The beads were so small that they evaded filtration during treatment at municipal plants and ended up in waterways. Attempts to filter the beads from open water also removed lower food chain species like plankton that were essential for the ecosystem’s survival. The only option was a complete ban, but where does that leave the cosmetics industry?

Several natural alternatives to plastic microbeads exist, but using them requires that formulators consider a few issues. Natural ingredients can degrade quickly, dissolving into a product, altering its exfoliating effect. And natural alternatives can induce allergic reactions in certain segments of the population. Nutshell powders, like almond and walnut or ground shellfish hold potential as inert abrasives in formulations, but not if a consumer breaks out in a rash when using them.

Fortunately, companies can choose from a long list of other ingredients. Some current exfoliants on the market contain pumice, silica, and apricot kernels. Others use sugar, sea salt, cellulose and castor oil. In every case, the exfoliating particles must be ground to between 125–250 micrometers to achieve the exfoliating affect without being too abrasive, especially for applications on the face where skin is thinner.

Sugar and sea salt exfoliants meet size variability requirements but have the disadvantage of being water soluble. While this property is environmentally favorable, achieving a stable shelf-life requires anhydrous or supersaturated formulations. Consumers will then experience less abrasiveness as the exfoliant dissolves with use. On the other hand, water insoluble abrasives made from biodegradable materials like cellulose fibers derived from plants and wood cannot be processed into spheres, which limits their applications.

Jojoba exfoliators, waxy spheres made from a liquid wax ester that results from pressing or extracting the oil of the jojoba seed, are another alternative. Their properties are relatively easy to control through hydrogenation. In fact, Jojoba is so similar to polyethylene that it is often mistaken for the banned microbead. See Table 1 for a comparison of polyethelene microbeads vs. replacement options.

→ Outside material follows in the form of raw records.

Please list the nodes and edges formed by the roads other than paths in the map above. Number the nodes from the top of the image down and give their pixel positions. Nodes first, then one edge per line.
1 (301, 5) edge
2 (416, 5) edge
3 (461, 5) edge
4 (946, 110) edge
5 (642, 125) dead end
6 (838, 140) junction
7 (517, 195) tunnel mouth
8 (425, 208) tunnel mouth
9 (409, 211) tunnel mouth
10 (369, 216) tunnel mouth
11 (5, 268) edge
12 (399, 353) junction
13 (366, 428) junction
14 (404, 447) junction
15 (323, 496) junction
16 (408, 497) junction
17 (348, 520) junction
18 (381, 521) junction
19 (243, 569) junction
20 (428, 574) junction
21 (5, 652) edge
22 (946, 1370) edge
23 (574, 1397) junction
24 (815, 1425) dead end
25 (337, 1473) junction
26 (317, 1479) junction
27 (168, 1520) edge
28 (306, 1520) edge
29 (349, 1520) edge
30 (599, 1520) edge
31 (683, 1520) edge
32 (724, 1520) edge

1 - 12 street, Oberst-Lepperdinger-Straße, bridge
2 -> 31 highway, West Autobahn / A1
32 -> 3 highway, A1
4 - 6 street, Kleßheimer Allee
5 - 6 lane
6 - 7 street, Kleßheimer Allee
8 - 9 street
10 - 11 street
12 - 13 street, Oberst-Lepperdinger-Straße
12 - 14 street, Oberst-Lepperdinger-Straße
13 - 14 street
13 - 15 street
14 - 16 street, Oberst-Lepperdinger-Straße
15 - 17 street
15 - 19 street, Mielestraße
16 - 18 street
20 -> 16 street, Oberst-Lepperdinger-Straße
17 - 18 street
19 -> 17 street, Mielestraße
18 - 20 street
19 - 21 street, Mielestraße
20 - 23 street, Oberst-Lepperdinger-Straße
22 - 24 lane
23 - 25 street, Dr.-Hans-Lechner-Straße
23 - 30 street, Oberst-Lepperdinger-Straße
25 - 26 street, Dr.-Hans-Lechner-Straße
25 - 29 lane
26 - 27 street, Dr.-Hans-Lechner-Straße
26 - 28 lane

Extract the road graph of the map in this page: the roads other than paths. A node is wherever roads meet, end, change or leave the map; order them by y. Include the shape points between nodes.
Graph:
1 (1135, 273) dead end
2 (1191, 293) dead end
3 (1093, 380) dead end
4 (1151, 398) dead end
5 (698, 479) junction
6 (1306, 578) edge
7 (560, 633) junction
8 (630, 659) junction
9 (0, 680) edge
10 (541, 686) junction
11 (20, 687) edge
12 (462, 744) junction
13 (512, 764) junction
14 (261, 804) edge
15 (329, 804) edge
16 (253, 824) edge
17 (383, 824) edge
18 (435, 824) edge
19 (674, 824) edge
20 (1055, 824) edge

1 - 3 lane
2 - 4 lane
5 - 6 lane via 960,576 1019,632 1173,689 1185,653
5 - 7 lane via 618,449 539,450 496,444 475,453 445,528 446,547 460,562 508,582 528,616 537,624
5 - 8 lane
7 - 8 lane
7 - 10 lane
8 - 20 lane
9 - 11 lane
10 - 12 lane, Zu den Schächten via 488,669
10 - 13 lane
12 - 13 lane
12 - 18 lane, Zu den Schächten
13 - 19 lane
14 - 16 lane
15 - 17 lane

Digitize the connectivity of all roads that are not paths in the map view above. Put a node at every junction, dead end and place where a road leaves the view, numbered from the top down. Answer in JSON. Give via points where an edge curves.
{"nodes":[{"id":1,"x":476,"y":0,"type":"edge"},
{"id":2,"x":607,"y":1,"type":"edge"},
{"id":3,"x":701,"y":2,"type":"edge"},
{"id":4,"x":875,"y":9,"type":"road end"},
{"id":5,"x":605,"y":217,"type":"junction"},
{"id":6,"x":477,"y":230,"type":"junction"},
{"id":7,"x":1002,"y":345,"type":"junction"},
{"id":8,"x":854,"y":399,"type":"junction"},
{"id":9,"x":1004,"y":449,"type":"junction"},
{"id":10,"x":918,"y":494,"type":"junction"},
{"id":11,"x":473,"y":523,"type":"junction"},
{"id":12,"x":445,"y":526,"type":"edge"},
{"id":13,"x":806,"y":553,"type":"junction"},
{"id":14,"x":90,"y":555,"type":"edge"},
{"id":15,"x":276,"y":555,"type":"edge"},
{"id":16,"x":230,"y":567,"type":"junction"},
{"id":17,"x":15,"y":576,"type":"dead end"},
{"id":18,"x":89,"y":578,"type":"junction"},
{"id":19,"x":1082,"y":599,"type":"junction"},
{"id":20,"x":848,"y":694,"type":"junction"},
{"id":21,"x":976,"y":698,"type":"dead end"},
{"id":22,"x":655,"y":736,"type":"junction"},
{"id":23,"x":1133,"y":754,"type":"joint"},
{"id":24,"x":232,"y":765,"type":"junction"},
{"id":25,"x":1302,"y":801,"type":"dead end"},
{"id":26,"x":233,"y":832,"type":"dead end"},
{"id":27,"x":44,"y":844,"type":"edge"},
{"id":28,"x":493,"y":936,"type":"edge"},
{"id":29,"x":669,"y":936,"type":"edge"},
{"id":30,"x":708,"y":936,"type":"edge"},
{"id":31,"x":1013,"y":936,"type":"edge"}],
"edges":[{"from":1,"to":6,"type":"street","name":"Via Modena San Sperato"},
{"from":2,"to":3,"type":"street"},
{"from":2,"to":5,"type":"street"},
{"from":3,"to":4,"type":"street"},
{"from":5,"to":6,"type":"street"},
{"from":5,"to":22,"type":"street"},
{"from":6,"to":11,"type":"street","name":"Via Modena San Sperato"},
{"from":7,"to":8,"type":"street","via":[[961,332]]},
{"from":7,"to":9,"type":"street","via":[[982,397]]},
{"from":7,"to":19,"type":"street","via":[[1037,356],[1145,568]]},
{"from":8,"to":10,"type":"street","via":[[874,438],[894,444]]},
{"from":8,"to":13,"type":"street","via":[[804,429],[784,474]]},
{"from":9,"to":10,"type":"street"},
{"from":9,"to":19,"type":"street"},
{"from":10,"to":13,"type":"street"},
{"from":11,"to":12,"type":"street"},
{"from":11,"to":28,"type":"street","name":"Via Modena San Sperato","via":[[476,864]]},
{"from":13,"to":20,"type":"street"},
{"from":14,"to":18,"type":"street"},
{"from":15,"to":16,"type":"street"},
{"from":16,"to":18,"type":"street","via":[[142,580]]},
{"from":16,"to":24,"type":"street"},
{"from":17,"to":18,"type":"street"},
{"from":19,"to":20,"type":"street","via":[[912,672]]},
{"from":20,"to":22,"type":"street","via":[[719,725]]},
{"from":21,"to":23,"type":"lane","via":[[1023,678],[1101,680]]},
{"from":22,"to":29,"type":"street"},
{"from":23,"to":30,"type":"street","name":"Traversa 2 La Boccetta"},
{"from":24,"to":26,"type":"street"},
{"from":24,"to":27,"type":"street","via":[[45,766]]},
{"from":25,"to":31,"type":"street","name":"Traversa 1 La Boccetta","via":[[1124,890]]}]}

TABLE 1. Comparison of polyethylene beads vs. replacement options. Reprinted with permission From Cosmetics & Toiletries, November 17,2017
(https://tinyurl.com/y7wagauz).

INCI Density (g/mL) Particle size range
(diameter, in micrometers)
Melt point °C Relative cost Abrasiveness
Polyethylene a 0.95      200–400      125–135      $ Moderate
Polyethylene b 0.95 50–200 125–135 $ Moderate
Polyethylene c 0.92 50–297 125–135 $ Low
Polyethylene d 0.92 50–180 125–135 $ High
Polyethylene e 0.92 44–150 125–135 $ High
Jojoba esters f 0.905 250–425 66–70 $$$ Low/Moderate
Hydrogenated castor oil g; hydgrogenated jojoba oil 0.953 150–250 82–90 $$$ Low/Moderate
Stearyl Stearate (and) Helianthus anus (sunflower) seed wax and jojoba esters h  0.959-0.967 250–425 66–72 $$$ Moderate
Behenyl behenate (and) jojoba esters I  0.928-0.936 425–850 69–75 $$$ Moderate
Cellulose j 0.45 200–600 n/a $$
Cellulose microcrystalline Cellulose k 0.75 200–500 n/a $$ Moderate

Finally, there are the truly innovative beads that are not only biodegradable, but also absorb unhealthy chemicals (https://doi.org/10.1007/s41742-018-0066-2). Scientists in Puerto Rico have designed a bead that pulls the coral bleaching compound oxybenzone, a UV-blocking ingredient in sunscreen, from ocean waters (https://www.popsci.com/microbeads-safe-environment). A formulator could potentially find a way to incorporate the beads into soaps and gels providing a benefit to both the consumer and the environment. The ban on microbeads has challenged formulators to explore new ingredients, but it has not reduced the availability of exfoliation ingredients and has already led to new innovations in the field.

References

  • Microplastic pollution in the surface waters of the Laurentian Great Lakes, Eriksen, M., et al., Marine Pollution Bulletin 77: 177-182, 2013.
  • Chemical pollutants sorbed to ingested microbeads from personal care products accumulate in fish, Wardrop, P., et al., Environ. Sci. Technol. 50: 4037–4044, 2016.
  • Simultaneous adsorption of cationic and anionic dyes by chitosan/cellulose beads for wastewaters treatment, Vega-Negron, A.L., L. Alamo-Nole, and O. Perales-Perez, et al., Int. J. Environ. Res. 12: 59–65, 2018.